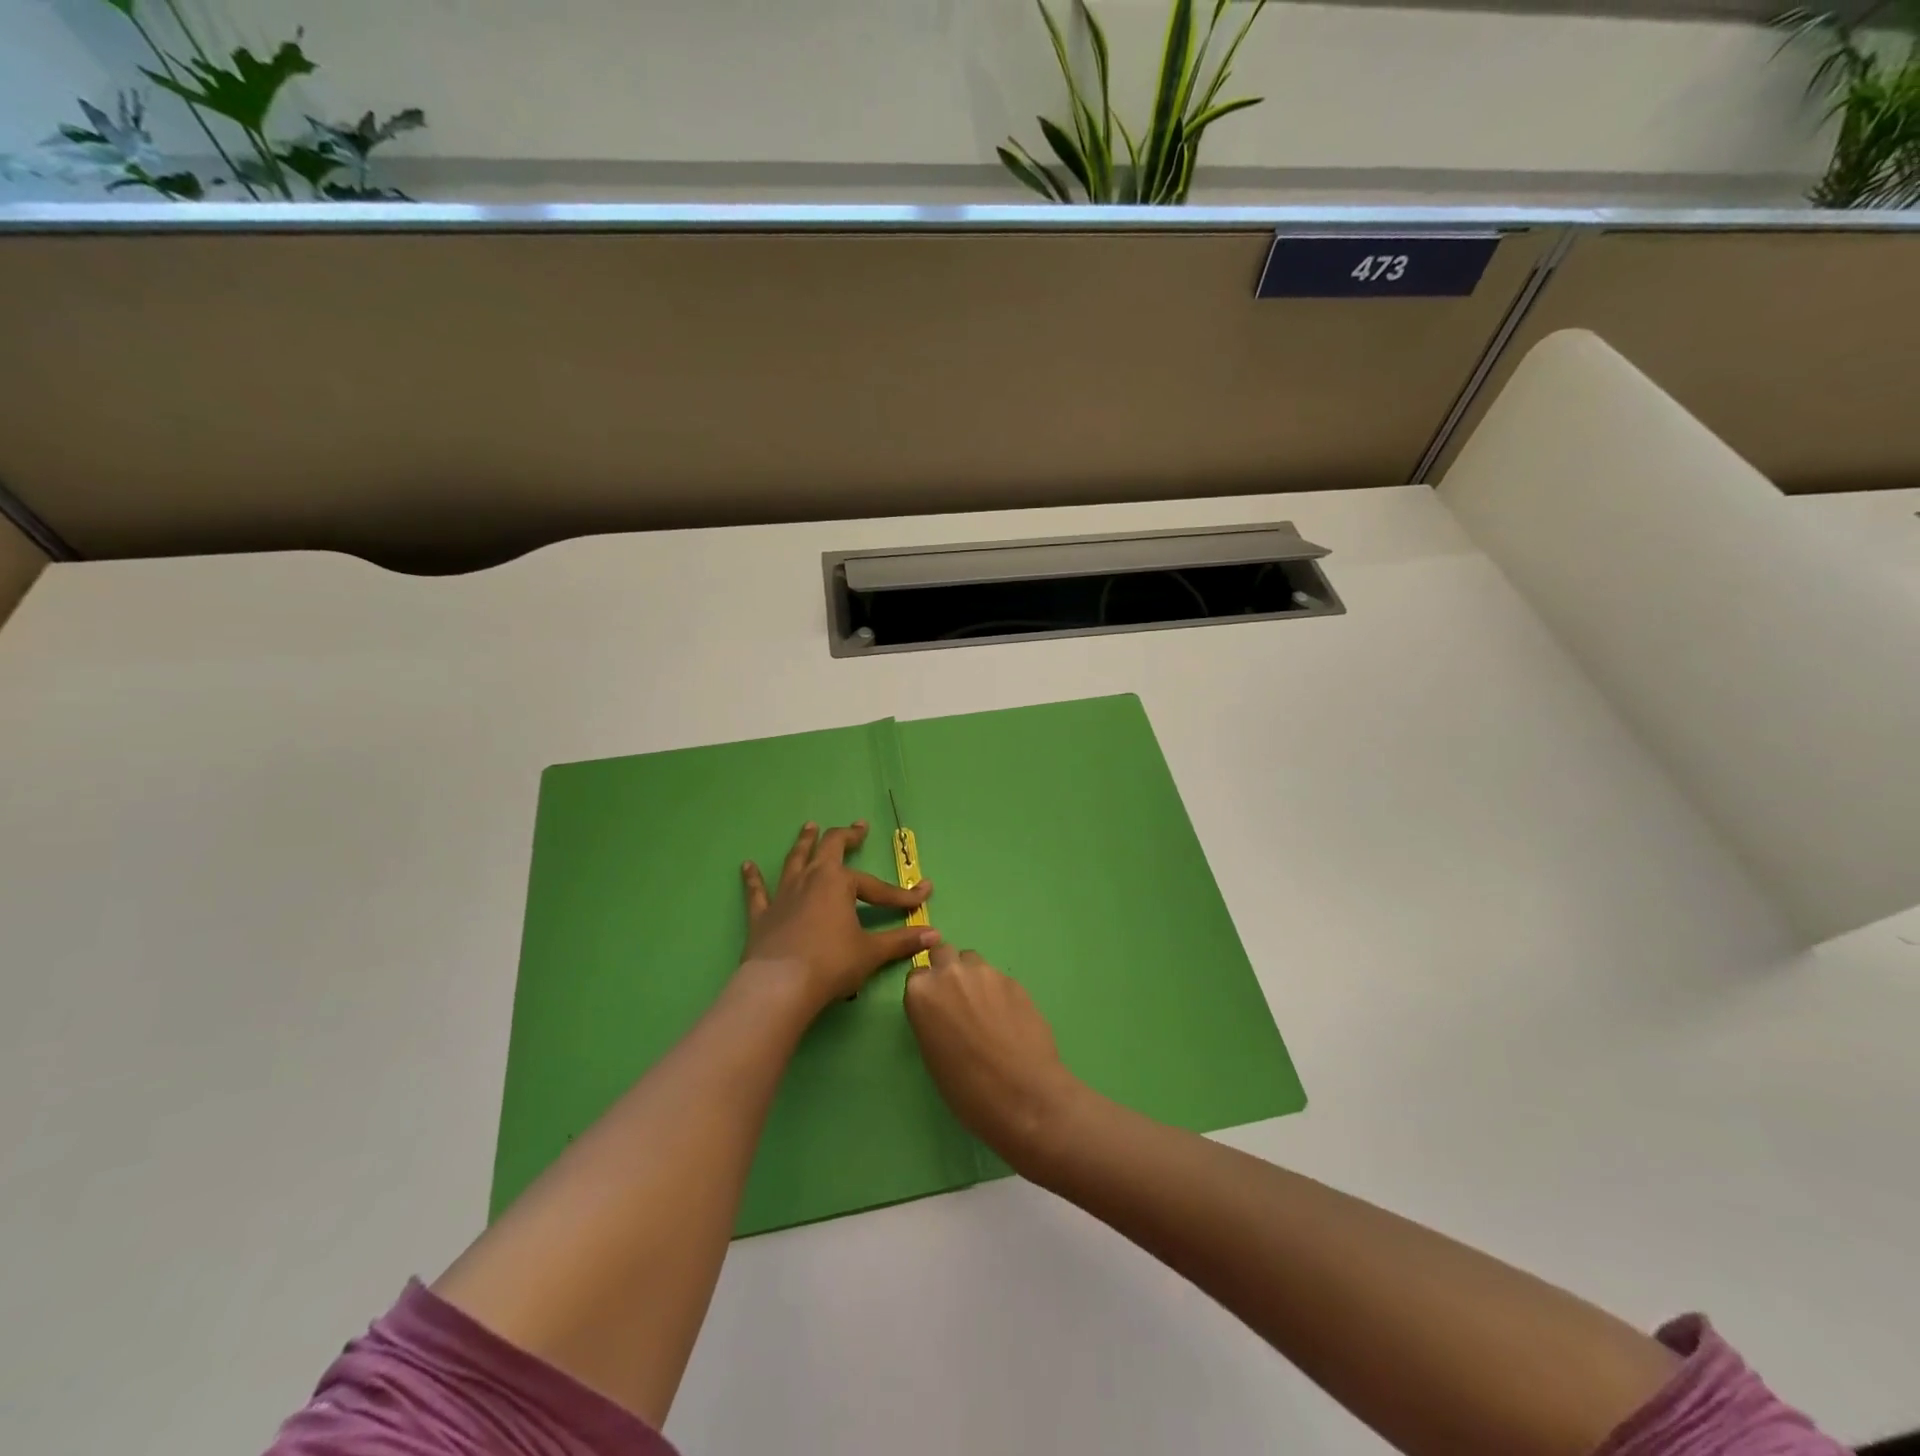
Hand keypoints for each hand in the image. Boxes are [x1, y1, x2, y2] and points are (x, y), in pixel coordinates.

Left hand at [741, 821, 938, 1010]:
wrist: (780, 987)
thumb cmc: (831, 964)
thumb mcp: (871, 952)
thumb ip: (902, 941)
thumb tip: (935, 936)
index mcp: (838, 883)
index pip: (877, 887)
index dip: (901, 894)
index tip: (923, 895)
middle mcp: (810, 879)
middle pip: (829, 848)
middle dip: (846, 837)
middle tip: (858, 828)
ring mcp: (783, 894)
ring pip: (794, 860)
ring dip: (804, 842)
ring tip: (809, 826)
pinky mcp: (762, 915)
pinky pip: (757, 892)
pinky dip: (753, 878)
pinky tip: (747, 865)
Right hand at [904, 945, 1085, 1165]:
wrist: (1023, 1094)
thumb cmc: (967, 1088)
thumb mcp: (932, 1055)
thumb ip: (933, 1019)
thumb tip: (944, 1012)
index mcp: (923, 993)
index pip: (917, 974)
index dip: (927, 990)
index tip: (934, 1006)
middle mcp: (951, 973)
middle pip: (944, 954)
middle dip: (948, 970)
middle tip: (957, 999)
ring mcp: (986, 973)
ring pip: (973, 961)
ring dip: (974, 977)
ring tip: (985, 1009)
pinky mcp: (1014, 981)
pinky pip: (999, 978)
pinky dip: (999, 992)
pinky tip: (1009, 1019)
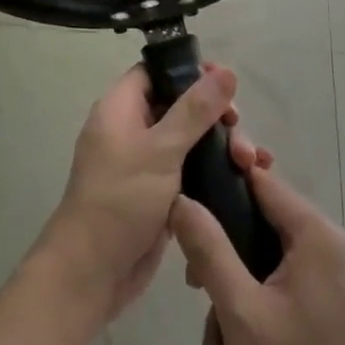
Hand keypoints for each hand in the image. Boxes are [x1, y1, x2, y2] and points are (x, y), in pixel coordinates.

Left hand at [39, 63, 261, 321]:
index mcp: (120, 109)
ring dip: (221, 147)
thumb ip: (195, 111)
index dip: (189, 72)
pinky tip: (246, 180)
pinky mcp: (158, 194)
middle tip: (240, 132)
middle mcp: (131, 130)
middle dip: (215, 117)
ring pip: (189, 141)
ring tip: (252, 163)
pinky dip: (214, 172)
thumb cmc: (121, 200)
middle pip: (179, 106)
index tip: (225, 85)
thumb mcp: (161, 150)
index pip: (156, 72)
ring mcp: (144, 164)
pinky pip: (190, 171)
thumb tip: (225, 71)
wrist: (91, 273)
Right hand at [172, 164, 344, 344]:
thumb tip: (180, 198)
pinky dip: (248, 335)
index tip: (183, 201)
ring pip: (255, 273)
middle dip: (219, 276)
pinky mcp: (318, 308)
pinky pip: (270, 299)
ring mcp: (323, 280)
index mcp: (315, 234)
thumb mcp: (239, 311)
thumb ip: (208, 248)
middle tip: (196, 298)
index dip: (219, 181)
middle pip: (251, 231)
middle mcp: (324, 247)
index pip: (259, 179)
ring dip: (229, 320)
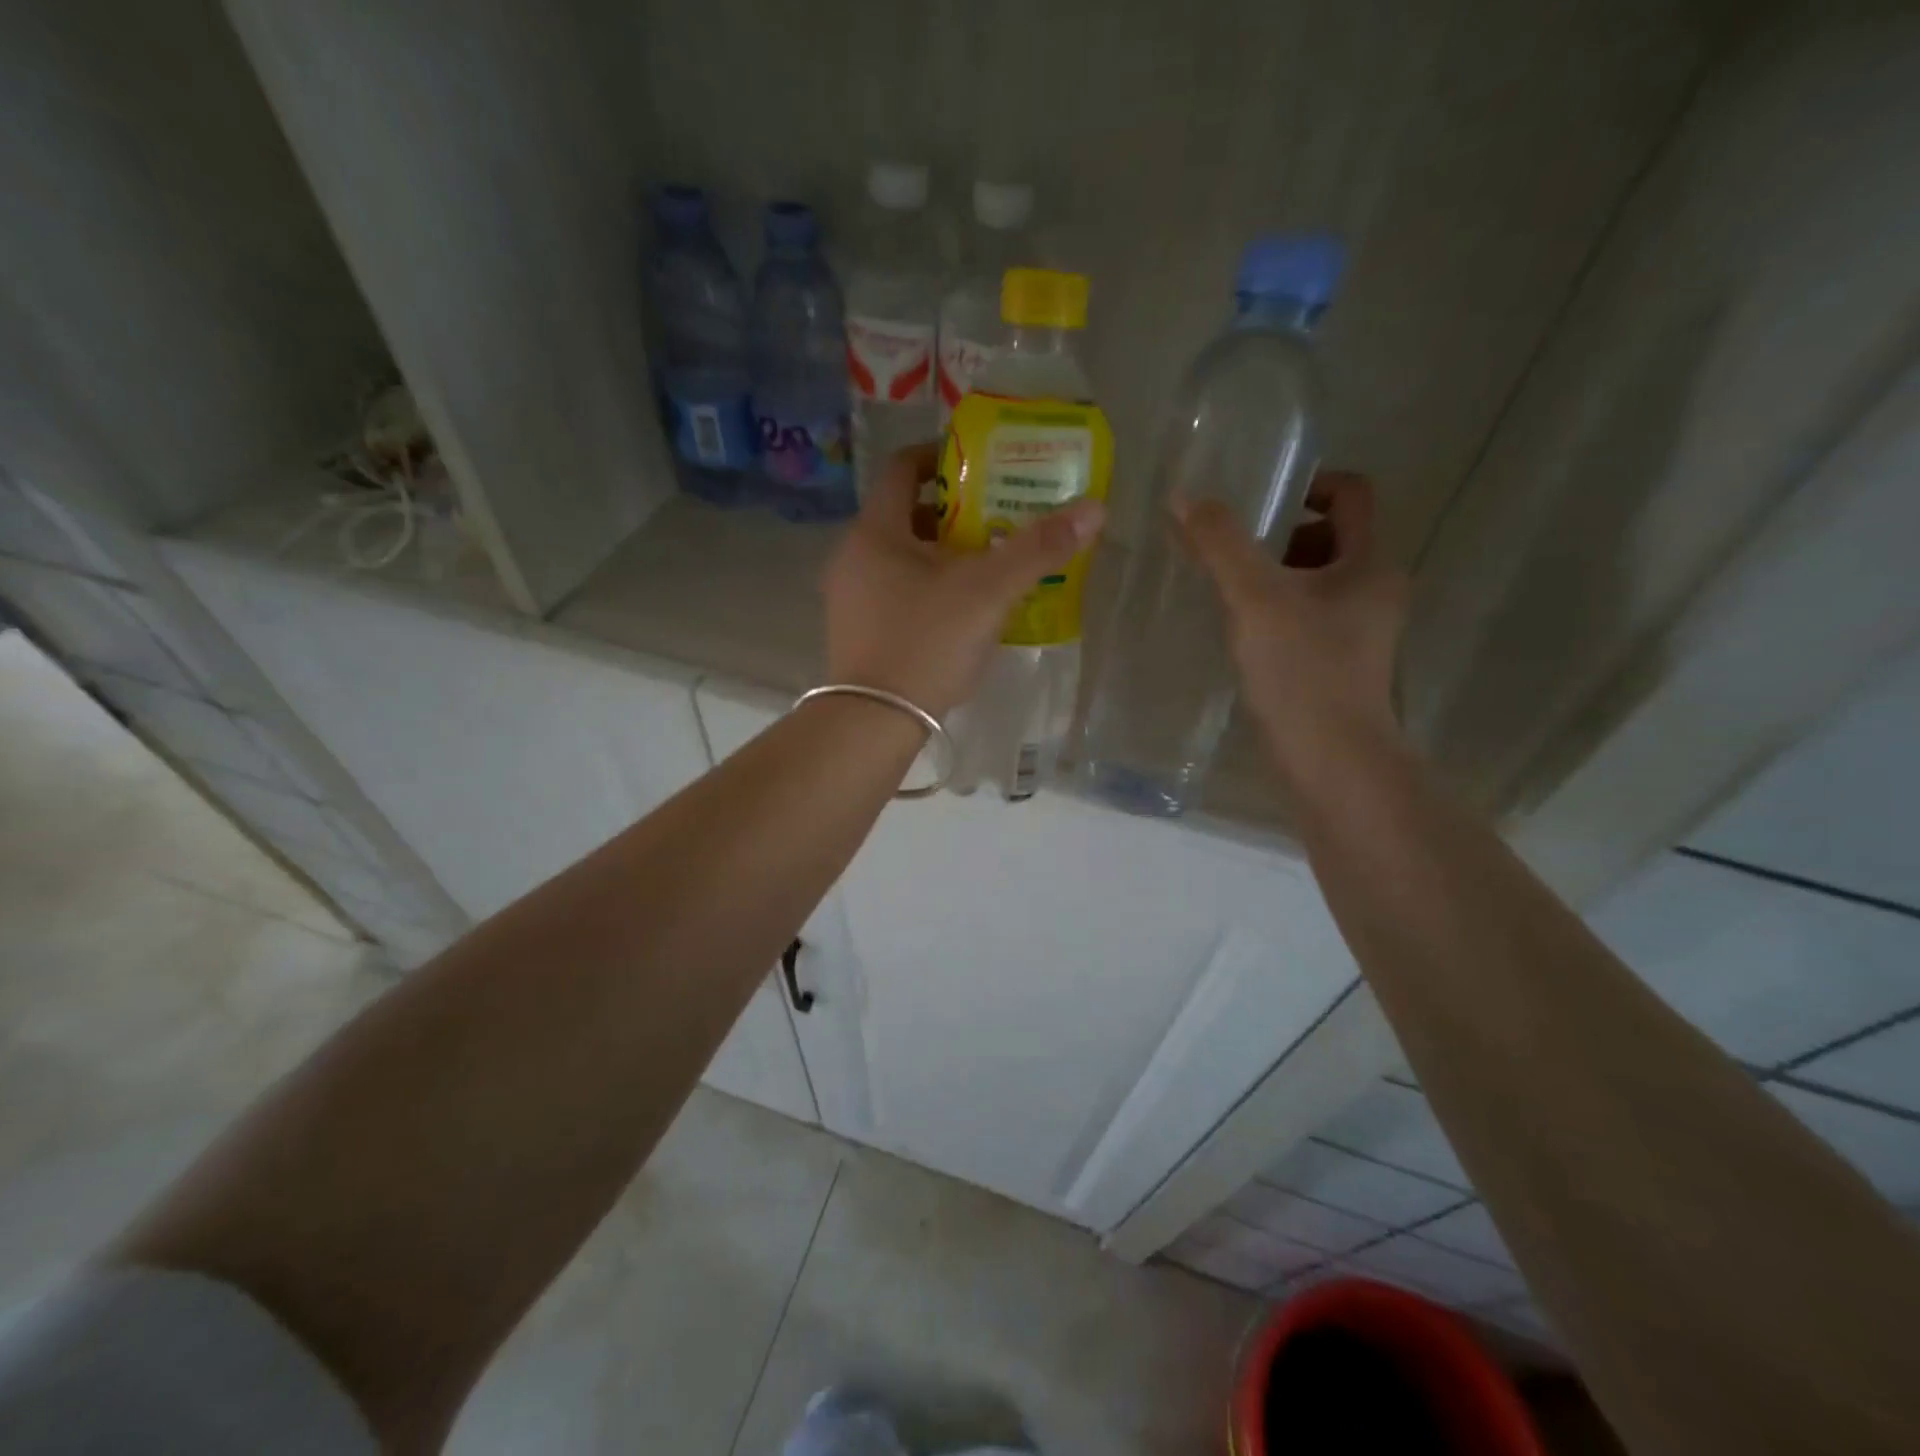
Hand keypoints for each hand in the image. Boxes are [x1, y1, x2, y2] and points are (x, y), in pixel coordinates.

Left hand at [825, 443, 1104, 718]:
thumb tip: (1094, 509)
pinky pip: (897, 592)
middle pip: (907, 515)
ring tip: (990, 564)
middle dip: (955, 512)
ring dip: (945, 554)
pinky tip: (963, 610)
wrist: (874, 722)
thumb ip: (1038, 549)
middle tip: (1000, 517)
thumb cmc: (926, 642)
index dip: (941, 457)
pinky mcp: (858, 632)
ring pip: (903, 558)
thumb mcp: (988, 591)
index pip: (902, 468)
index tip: (981, 464)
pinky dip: (930, 587)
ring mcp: (850, 598)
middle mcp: (853, 556)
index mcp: (875, 531)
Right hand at [1176, 471, 1408, 784]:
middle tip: (1235, 556)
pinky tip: (1245, 633)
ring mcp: (1362, 628)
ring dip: (1276, 576)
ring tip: (1232, 596)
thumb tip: (1183, 496)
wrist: (1332, 761)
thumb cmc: (1301, 671)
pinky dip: (1279, 611)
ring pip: (1317, 579)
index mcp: (1370, 562)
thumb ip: (1220, 545)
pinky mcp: (1342, 661)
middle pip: (1330, 535)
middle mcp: (1375, 588)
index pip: (1351, 493)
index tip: (1258, 505)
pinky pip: (1310, 615)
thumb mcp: (1254, 599)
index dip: (1307, 485)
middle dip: (1281, 537)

> What you need to do
Please show, exactly as written, every line above that contains the word "Right".

> Exercise solution
Right hand at [904, 945, 1085, 1165]:
Right hand at [172, 164, 344, 344]:
Right hand at [1176, 471, 1408, 784]:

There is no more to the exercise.